## PROMPT
Extract, from the listing that follows, each line containing the word "BOSQUES".

+ + + +

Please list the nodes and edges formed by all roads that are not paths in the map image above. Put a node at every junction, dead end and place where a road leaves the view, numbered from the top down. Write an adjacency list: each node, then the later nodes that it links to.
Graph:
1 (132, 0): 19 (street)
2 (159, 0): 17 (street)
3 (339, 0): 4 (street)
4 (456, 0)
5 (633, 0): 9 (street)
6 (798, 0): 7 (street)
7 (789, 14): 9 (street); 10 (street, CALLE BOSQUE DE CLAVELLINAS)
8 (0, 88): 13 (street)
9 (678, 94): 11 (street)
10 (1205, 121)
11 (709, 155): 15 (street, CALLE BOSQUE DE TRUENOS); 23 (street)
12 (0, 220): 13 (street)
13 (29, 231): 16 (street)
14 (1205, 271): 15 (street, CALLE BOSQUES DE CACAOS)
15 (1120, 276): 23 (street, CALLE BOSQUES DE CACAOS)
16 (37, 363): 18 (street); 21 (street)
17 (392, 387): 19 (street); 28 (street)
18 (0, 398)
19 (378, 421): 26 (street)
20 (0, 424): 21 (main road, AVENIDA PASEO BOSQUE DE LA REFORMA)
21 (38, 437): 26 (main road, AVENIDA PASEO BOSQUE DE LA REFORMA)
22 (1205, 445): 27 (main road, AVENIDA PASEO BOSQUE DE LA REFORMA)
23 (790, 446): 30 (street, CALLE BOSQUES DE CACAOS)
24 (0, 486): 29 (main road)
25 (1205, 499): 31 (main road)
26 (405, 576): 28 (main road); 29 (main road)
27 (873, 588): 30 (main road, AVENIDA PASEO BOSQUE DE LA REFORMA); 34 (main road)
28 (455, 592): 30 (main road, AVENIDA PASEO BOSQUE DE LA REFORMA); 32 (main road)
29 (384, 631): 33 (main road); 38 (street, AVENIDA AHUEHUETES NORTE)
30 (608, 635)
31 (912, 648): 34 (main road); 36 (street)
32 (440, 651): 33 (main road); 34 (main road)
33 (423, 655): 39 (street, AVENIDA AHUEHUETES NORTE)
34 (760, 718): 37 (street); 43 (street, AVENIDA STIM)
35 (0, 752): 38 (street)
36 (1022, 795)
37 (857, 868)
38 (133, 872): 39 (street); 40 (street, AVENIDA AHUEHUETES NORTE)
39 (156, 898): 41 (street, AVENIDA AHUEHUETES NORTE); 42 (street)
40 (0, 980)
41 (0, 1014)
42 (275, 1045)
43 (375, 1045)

+ + + +

## EXPECTED ANSWER
14 (1205, 271): 15 (street, CALLE BOSQUES DE CACAOS)
15 (1120, 276): 23 (street, CALLE BOSQUES DE CACAOS)
23 (790, 446): 30 (street, CALLE BOSQUES DE CACAOS)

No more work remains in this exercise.